Das von der Berliner Senatskanzlei veröffentlichte Foto zeigt Kiews Bürgermeister in einem Setting, das wie das eines Interviews mit einem ukrainischen Journalisten im Frühjahr aussieht. Klitschko trägt die gleiche hellbraune Jacke und im Hintergrund ist ebenfalls unter anderem die ukrainische Flagge zu sehen.

Möglicherweise wurde das Videomaterial des damaligen Interviews als Grundlage verwendet und in Echtzeit mit dem Gesprochenen und den Lippenbewegungen desjenigen zusammengeführt, der tatsächlich mit den Bürgermeistern sprach. Fachleute nennen das Face Reenactment.

Über Fake-E-Mail angebahnt

Das Gespräch mit Giffey wurden laut der Berliner Senatskanzlei über einen Fake-E-Mail-Verkehr Anfang Juni angebahnt. Die ukrainische Botschaft sei eingebunden gewesen. "Das war ein ganz standardmäßiger Vorgang", sagte Giffey. Zu Beginn des Gesprächs habe das Gegenüber darum gebeten, Russisch sprechen zu können, damit seine Mitarbeiter zuhören konnten. Die Gegenseite habe einen russisch-deutschen Dolmetscher hinzugezogen.

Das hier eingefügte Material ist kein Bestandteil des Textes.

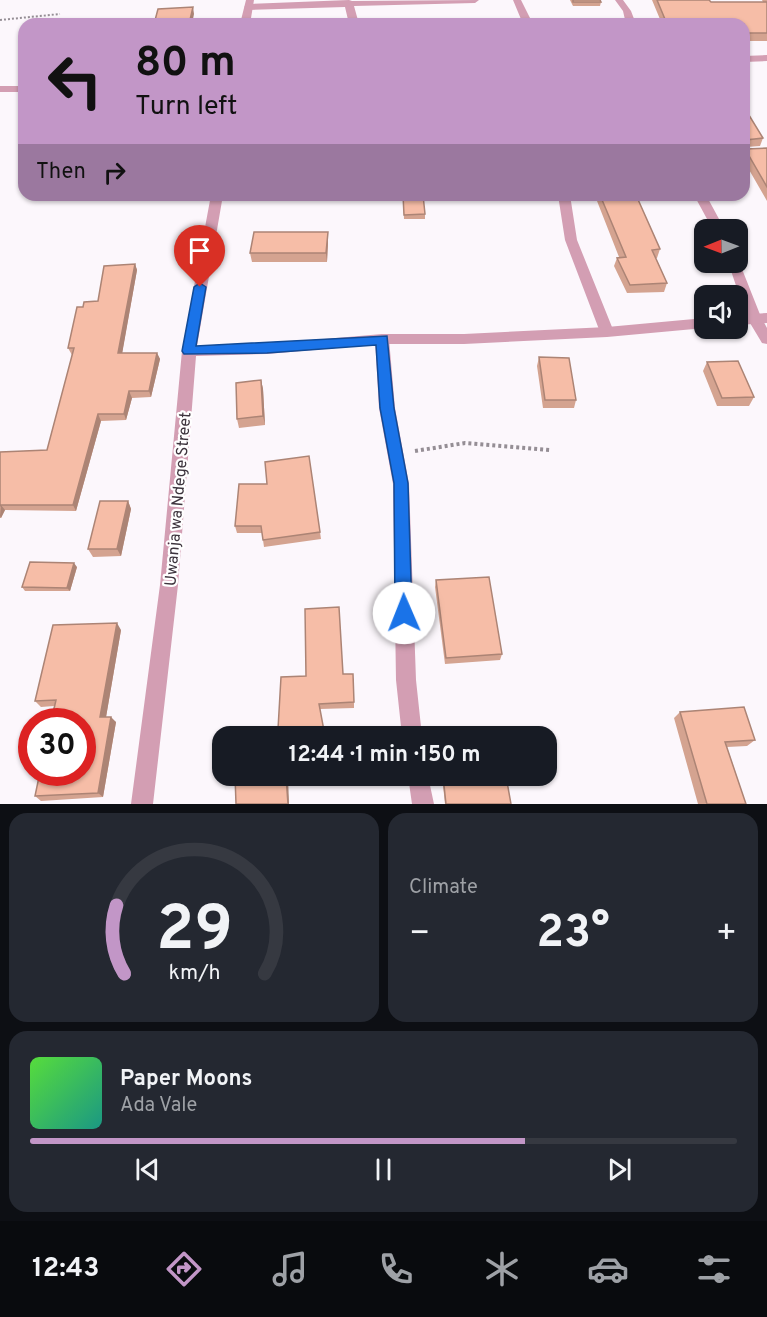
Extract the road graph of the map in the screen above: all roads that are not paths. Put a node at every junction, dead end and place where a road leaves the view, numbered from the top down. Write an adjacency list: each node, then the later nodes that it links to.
1 (475, 0): 4 (street)
2 (517, 0): 7 (street)
3 (619, 0): 8 (street)
4 (349, 3): 5 (street); 6 (street)
5 (249, 4)
6 (353, 18)
7 (525, 18)
8 (629, 18)
9 (767, 58): 10 (street)
10 (750, 59)
11 (0, 89): 12 (street)
12 (18, 89)
13 (215, 201): 23 (street, Uwanja wa Ndege Street)
14 (565, 201): 20 (street)
15 (703, 201): 16 (street)
16 (713, 219)
17 (739, 273): 18 (street)
18 (760, 318): 22 (street)
19 (694, 324): 20 (street)
20 (607, 332): 21 (street)
21 (382, 339): 23 (street); 24 (street)
22 (767, 339)
23 (189, 351): 26 (street, Uwanja wa Ndege Street)
24 (411, 726)
25 (420, 786): 27 (street)
26 (142, 804)
27 (423, 804)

Klitschko sagte am Samstag, offizielle Gespräche könne es nur über offizielle Kanäle in Kiew geben. Für Gespräche auf Deutsch oder Englisch brauche er auch nie einen Übersetzer.

"Kein großes Problem"

Ludwig sagte: "Nachdem in dem Gespräch keine verfänglichen Themen behandelt worden sind, ist das im konkreten Anlassfall sicher ärgerlich, aber kein großes Problem." Giffey reagierte dagegen besorgt: "Es ist ein Mittel der modernen Kriegsführung." Es gehe darum, dass Vertrauen in die ukrainischen Partner zu erschüttern. Deep Fakes bergen aus Sicht der SPD-Politikerin eine Gefahr für die demokratischen Gesellschaftsordnung. Menschen könnten Worte in den Mund gelegt werden, die sie niemals gesagt haben. "Das bedeutet, dass wir künftig noch stärker in die Prüfung gehen, noch stärker misstrauisch sein müssen."